The 300 series is a broad family that encompasses both manual-wind calibres and the earliest of Omega's bumper automatic movements - making it one of the most varied and historically significant calibre groups in the entire Omega catalogue.
On the manual-wind side, calibres like the 302 and 310 continued the tradition of slim, high-quality movements suited to dress watch applications through the late 1940s and into the 1950s. These are solid, well-regarded calibres that served Omega faithfully across a wide range of timepieces.
But the real story of the 300 series, for most collectors, is the bumper automatics - the calibres 340, 342, 344, and their variants. These movements, produced through the late 1940s and 1950s, represent Omega's first serious engagement with the self-winding wristwatch format, and they have a character and charm that is completely unique.
As discussed in our post on the history of automatic watch movements, a bumper automatic uses a weighted sector that swings back and forth through a limited arc, winding the mainspring as it goes and producing a gentle, rhythmic thud as it reaches the end of its travel. In the 340 and 342 calibres specifically, this mechanism is beautifully executed - these are movements that feel as characterful as they sound, and they power some of the most appealing vintage Omega Seamasters of the early 1950s.
Finding a vintage Omega with a bumper calibre in good working order is always a genuinely pleasurable experience. The movement has a personality to it that later, more efficient full-rotor automatics cannot quite replicate.
The 400 Series - Refined Bumpers and the Transition to Full Rotor
The 400 series calibres sit at a fascinating transitional moment in the history of Omega automatic movements - bridging the bumper era of the early 1950s and the full-rotor revolution that followed.
Calibres in the 350s and into the 400 series - including the widely encountered 351, 352, 354, and 355 - represent the mature, refined end of the bumper automatic tradition.
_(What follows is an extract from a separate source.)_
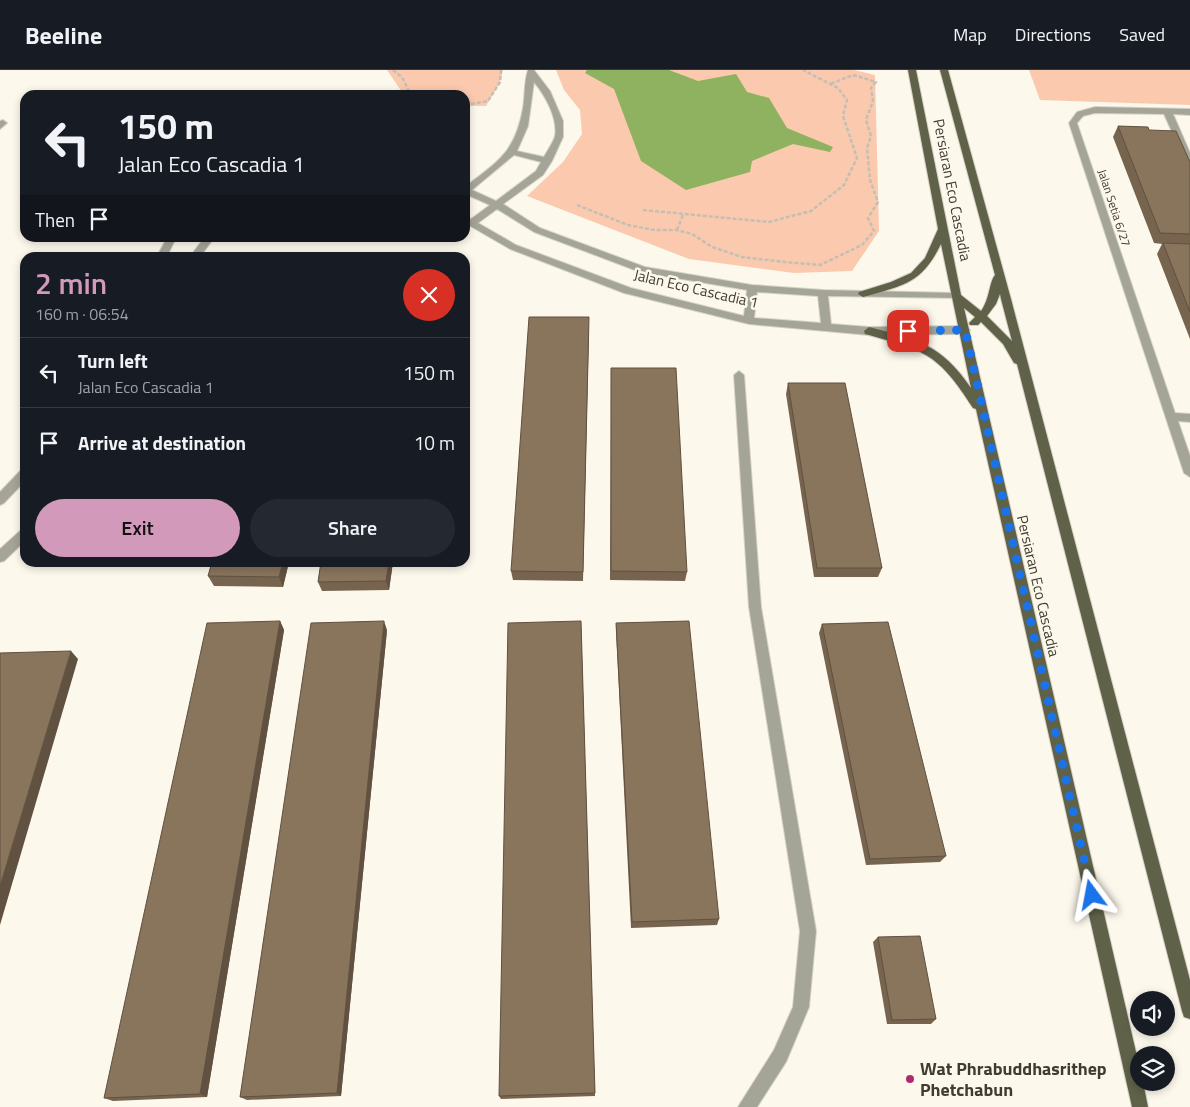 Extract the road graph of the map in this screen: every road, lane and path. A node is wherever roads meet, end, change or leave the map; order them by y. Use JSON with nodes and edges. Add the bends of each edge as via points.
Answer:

These are movements that took the lessons learned from the earlier 340 series and applied them with greater precision and efficiency, producing bumper calibres of excellent reliability and quality that powered Omega watches through the mid-1950s.
The 370 and 371 calibres are particularly interesting within this group - representing a high point of bumper automatic refinement before the format was superseded entirely by the full rotor. A vintage Omega Seamaster or Constellation housing one of these later bumper calibres is a lovely and historically significant timepiece - it represents the very last chapter of a movement format that had been in development since the late 1940s.
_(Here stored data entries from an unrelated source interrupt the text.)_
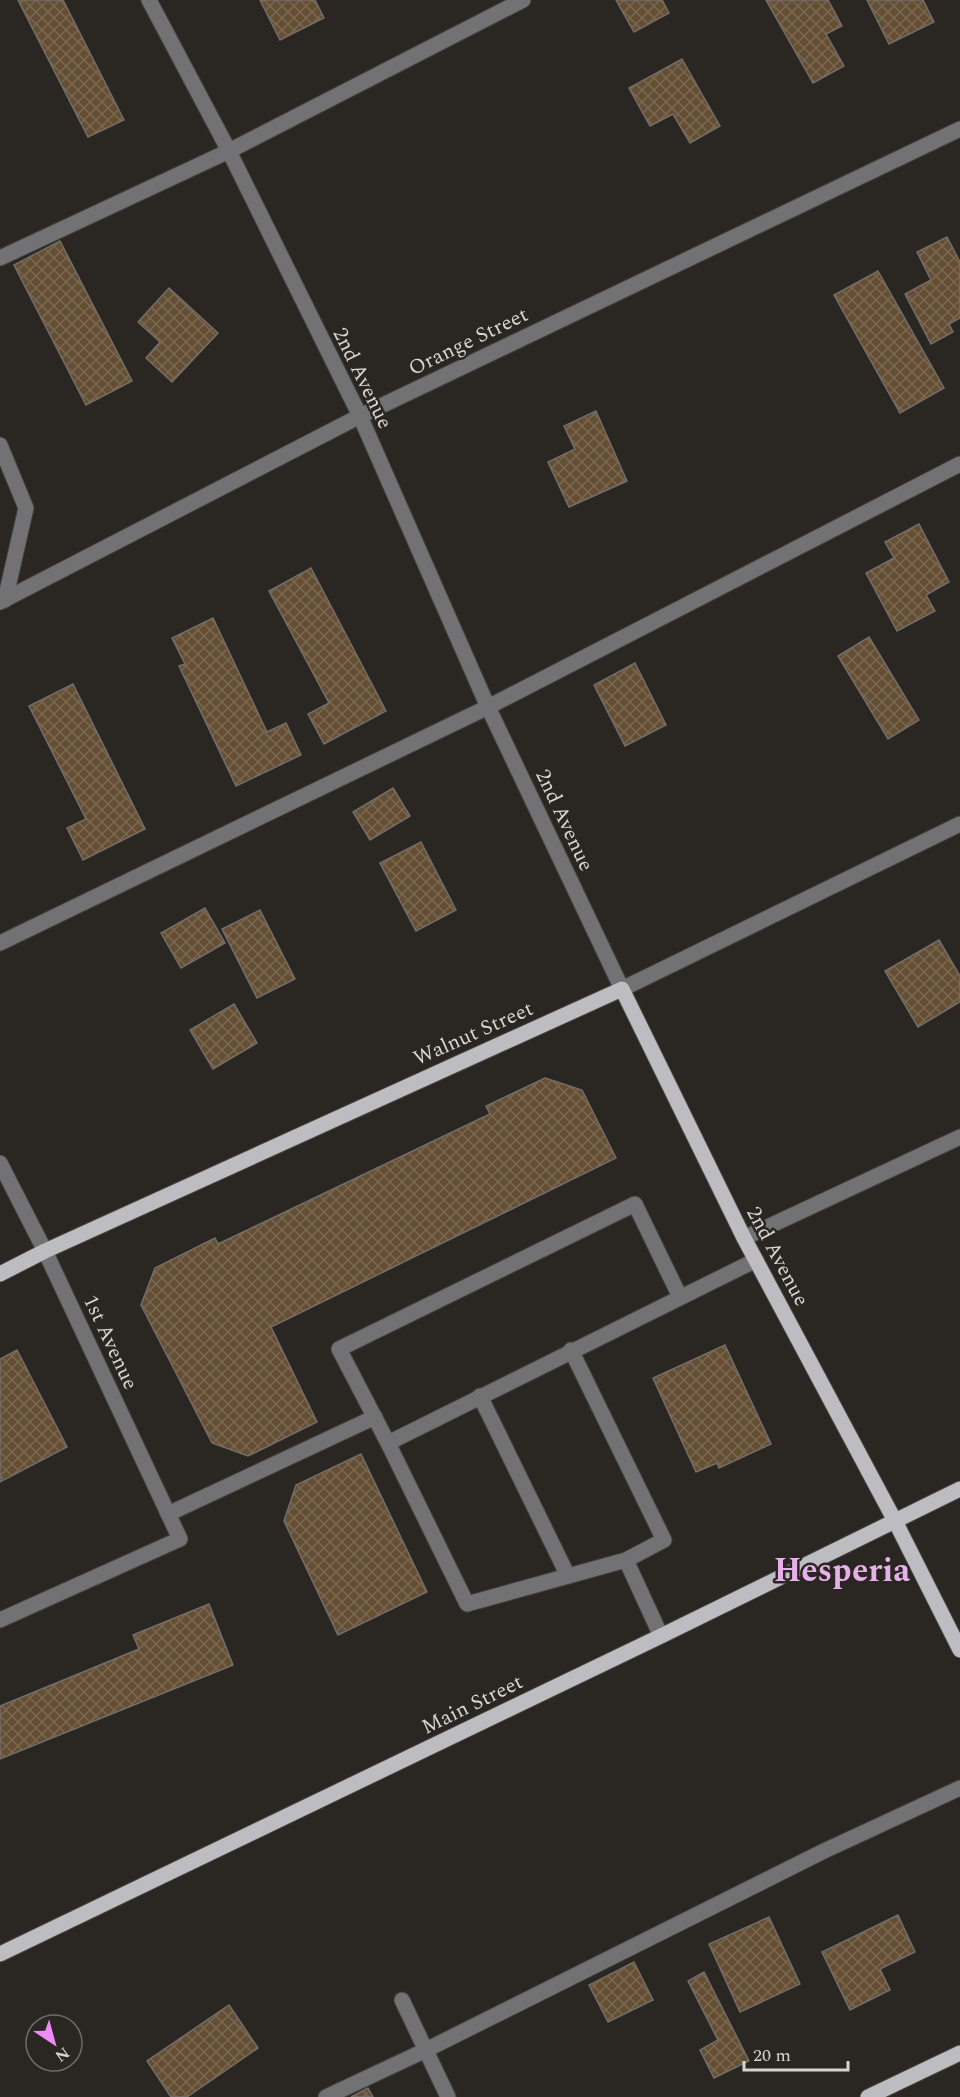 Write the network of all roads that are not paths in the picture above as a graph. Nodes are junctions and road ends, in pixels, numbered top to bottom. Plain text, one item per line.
1 (149, 0) edge
2 (523, 0) edge
3 (960, 129) edge
4 (228, 151) junction
5 (0, 258) edge
6 (360, 417) junction
7 (0, 445) edge
8 (960, 464) edge
9 (2, 601) edge
10 (488, 707) junction
11 (960, 824) edge
12 (0, 943) edge
13 (622, 989) junction
14 (960, 1137) edge
15 (0, 1163) edge
16 (744, 1238) junction
17 (45, 1251) junction
18 (756, 1260) junction
19 (0, 1274) edge
20 (680, 1297) junction
21 (571, 1350) junction
22 (480, 1396) junction
23 (375, 1417) junction
24 (388, 1443) junction
25 (960, 1489) edge
26 (168, 1514) junction
27 (895, 1521) junction
28 (626, 1560) junction
29 (568, 1576) junction
30 (0, 1620) edge
31 (661, 1636) junction
32 (960, 1650) edge
33 (960, 1788) edge
34 (0, 1954) edge
35 (402, 2000) dead end
36 (426, 2050) junction
37 (960, 2053) edge
38 (326, 2097) edge
39 (448, 2097) edge
40 (868, 2097) edge

1 - 4 street, 2nd Avenue
2 - 4 street
3 - 6 street, Orange Street
4 - 5 street
4 - 6 street, 2nd Avenue
6 - 9 street, Orange Street
6 - 10 street, 2nd Avenue
7 - 9 street
8 - 10 street
10 - 12 street
10 - 13 street, 2nd Avenue
11 - 13 street, Walnut Street
13 - 16 main road, 2nd Avenue
13 - 17 main road, Walnut Street
14 - 16 street
15 - 17 street, 1st Avenue
16 - 18 main road, 2nd Avenue
17 - 19 main road, Walnut Street
17 - 26 street, 1st Avenue
18 - 20 street
18 - 27 main road, 2nd Avenue
20 - 21 street
20 - 23 street
21 - 22 street
21 - 28 street
22 - 24 street
22 - 29 street
23 - 24 street
23 - 26 street
24 - 29 street
25 - 27 main road, Main Street
26 - 30 street, 1st Avenue
27 - 31 main road, Main Street
27 - 32 main road, 2nd Avenue
28 - 29 street
28 - 31 street
31 - 34 main road, Main Street
33 - 36 street
35 - 36 street
36 - 38 street
36 - 39 street
37 - 40 main road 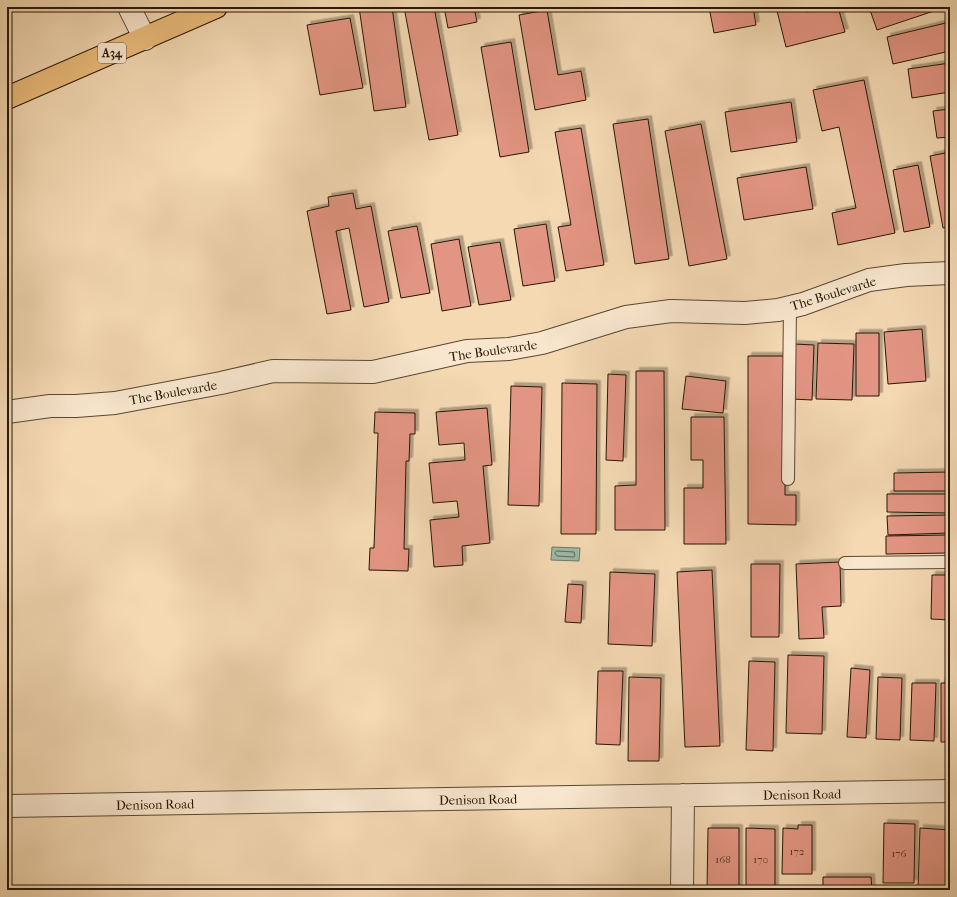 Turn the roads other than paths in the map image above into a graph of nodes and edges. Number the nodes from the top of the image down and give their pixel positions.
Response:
1 (129, 7) edge
2 (216, 7) edge
3 (146, 38) junction
4 (7, 98) edge
5 (950, 273) edge
6 (790, 307) junction
7 (7, 412) edge
8 (788, 479) dead end
9 (950, 562) edge
10 (845, 563) dead end
11 (950, 791) edge
12 (683, 796) junction
13 (7, 806) edge
14 (682, 890) edge

1 - 3 street
2 - 3 highway, A34
3 - 4 highway, A34
5 - 6 street, The Boulevarde
6 - 7 street, The Boulevarde
6 - 8 lane
9 - 10 lane
11 - 12 street, Denison Road
12 - 13 street, Denison Road
12 - 14 street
By the late 1950s, the full-rotor automatic had established its dominance, and the bumper format was gradually phased out across the Omega range. But the 400 series calibres that carried the bumper tradition to its conclusion deserve considerably more appreciation than they typically receive.
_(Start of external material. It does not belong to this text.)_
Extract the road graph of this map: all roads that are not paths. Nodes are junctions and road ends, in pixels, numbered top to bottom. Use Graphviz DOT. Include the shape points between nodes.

The 500 Series - the Greatest Omega Movements Ever Made

If there is one calibre family that sits at the very pinnacle of vintage Omega collecting, it is the 500 series - and the enthusiasm with which collectors seek out watches housing these movements is entirely justified.
Introduced in the late 1950s and produced throughout the 1960s, the 500 series full-rotor automatics represent Omega movement-making at its absolute finest. These calibres combined a beautifully designed full 360-degree rotor with exceptional finishing standards, outstanding reliability, and accuracy that met or exceeded the most demanding certification requirements of the era.
The 550 and 551 are among the most celebrated references in the family, powering Constellation models of the late 1950s and early 1960s in their respective variations. The 552 and 561 are equally revered - the 552 is the movement most commonly found inside pie pan dial Constellations, and its combination of quality, slimness, and reliability makes it one of the most desirable vintage Omega calibres in existence.
The 560 series - encompassing the 560, 561, 562, 563, 564, and 565 - extended the family through the mid-to-late 1960s, bringing in date complications and further refinements while maintaining the exceptional quality standards of the earlier references. The calibre 565, in particular, is a wonderfully accomplished movement that powered a huge range of Omega dress watches through the second half of the 1960s.
What distinguishes the 500 series from what came before and what followed is the totality of the achievement - these are movements where the finishing, the engineering, the reliability, and the accuracy all come together at the same exceptional level simultaneously. Opening the caseback of a vintage Omega and finding a 500 series calibre in clean, original condition is one of the genuine pleasures of vintage watch collecting.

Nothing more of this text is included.